The government has put forward amendments to the Naya Pakistan Certificates Rules, 2020, aimed at broadening eligibility and making operational provisions clear for investing in the certificates.
In a draft notification, the External Finance Wing of the Finance Division distributed proposed changes for public feedback under Section 28 of the Public Debt Act, 1944.
The government has invited feedback from stakeholders who may be impacted by these amendments.
The proposed modifications would introduce new definitions in Rule 2, such as “Foreign Currency Business Value Account (FCBVA)” and “Non-Resident Rupee Business Value Account (NRBVA)”, both of which are defined as accounts established in compliance with the Foreign Exchange Regulation Act, 1947.
Additionally, the draft presents a definition of “non-resident person” that encompasses all non-resident individuals and legal entities that are incorporated or registered outside the country.

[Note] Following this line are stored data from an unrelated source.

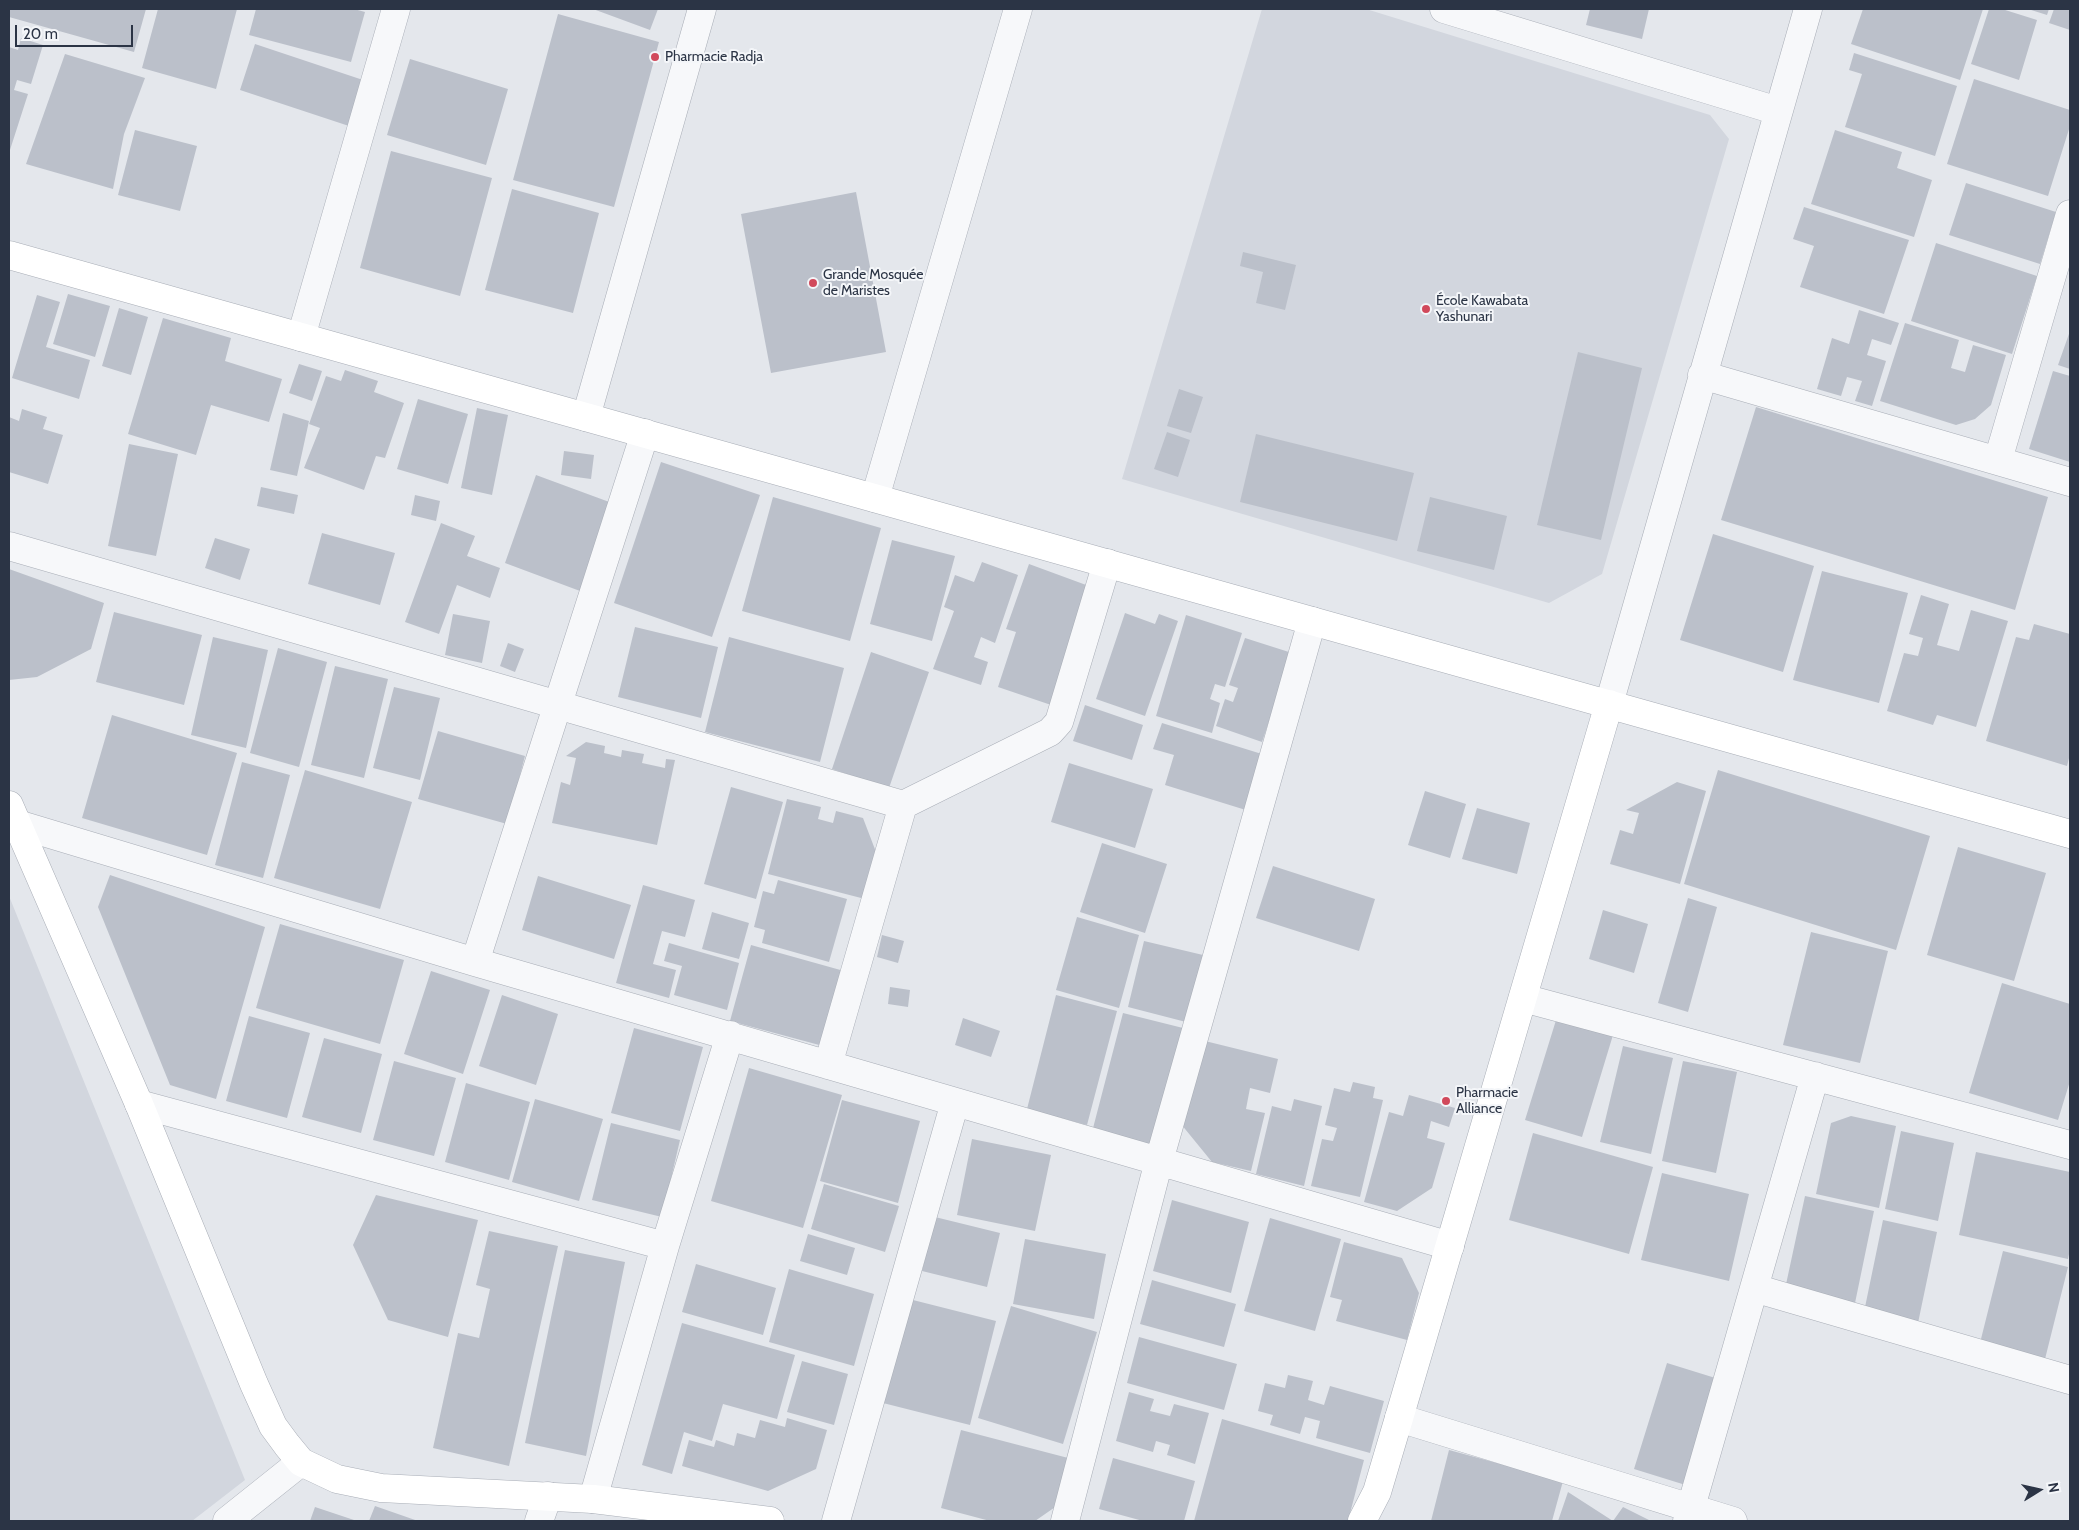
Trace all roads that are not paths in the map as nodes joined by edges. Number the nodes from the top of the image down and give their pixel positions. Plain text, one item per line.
1 (396, 9) edge
2 (702, 9) edge
3 (1018, 9) edge
4 (1444, 9) edge
5 (1808, 9) edge
6 (1493, 16) edge
7 (1778, 111) junction
8 (2070, 214) edge
9 (2065, 251) edge
10 (9, 255) edge
11 (301, 337) junction
12 (1702, 375) junction
13 (586, 417) junction
14 (645, 433) junction
15 (1998, 460) junction
16 (2070, 482) edge
17 (875, 498) junction
18 (9, 546) edge
19 (1107, 563) junction
20 (1312, 621) junction
21 (1609, 704) junction
22 (557, 705) junction
23 (903, 805) junction
24 (13, 814) edge
25 (2070, 834) edge
26 (475, 962) junction
27 (1523, 998) junction
28 (730, 1036) junction
29 (828, 1065) junction
30 (1815, 1076) junction
31 (955, 1102) junction
32 (139, 1104) junction
33 (2070, 1145) edge
34 (1159, 1161) junction
35 (665, 1246) junction
36 (1450, 1246) junction
37 (1754, 1288) junction
38 (2070, 1380) edge
39 (1399, 1418) junction
40 (301, 1462) junction
41 (593, 1500) junction
42 (544, 1509) edge
43 (1689, 1515) edge
44 (228, 1521) edge
45 (770, 1521) edge
46 (836, 1521) edge
47 (1065, 1521) edge
48 (1362, 1521) edge
49 (1734, 1521) edge

1 - 11 street
2 - 13 street
3 - 17 street
4 - 6 street
5 - 7 street
6 - 7 street
7 - 12 street
8 - 9 street
9 - 15 street
10 - 11 street
11 - 13 street
12 - 15 street
12 - 21 street
13 - 14 street
14 - 17 street
14 - 22 street
15 - 16 street
17 - 19 street
18 - 22 street
19 - 20 street
19 - 23 street
20 - 21 street
20 - 34 street
21 - 25 street
21 - 27 street
22 - 23 street
22 - 26 street
23 - 29 street
24 - 26 street
24 - 32 street
26 - 28 street
27 - 30 street
27 - 36 street
28 - 29 street
28 - 35 street
29 - 31 street
30 - 33 street
30 - 37 street
31 - 34 street
31 - 46 street
32 - 35 street
32 - 40 street
34 - 36 street
34 - 47 street
35 - 41 street
36 - 39 street
37 - 38 street
37 - 43 street
39 - 43 street
39 - 48 street
40 - 42 street
40 - 44 street
41 - 42 street
41 - 45 street
43 - 49 street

The amendments would amend Rule 3 to ensure that every non-resident person is eligible to open and maintain FCVA, FCBVA, NRVA, or NRBVA accounts with authorised banks in Pakistan for the purpose of purchasing Naya Pakistan Certificates.
Eligible individuals would have the option to invest either individually or in partnership with another individual.
New amendments would include Pakistanis with assets abroad
Furthermore, resident Pakistanis who possess assets overseas and have properly declared them in their most recent tax returns submitted to the Federal Board of Revenue would also be allowed to acquire the certificates through their Foreign Currency Value Accounts in Pakistan, subject to controls and procedures that will be announced by the State Bank of Pakistan.
The proposed revisions to Rule 11 clarify that funds intended for investment in the certificates must be transferred from abroad into the investor’s FCVA, FCBVA, NRVA, or NRBVA accounts in accordance with existing regulations.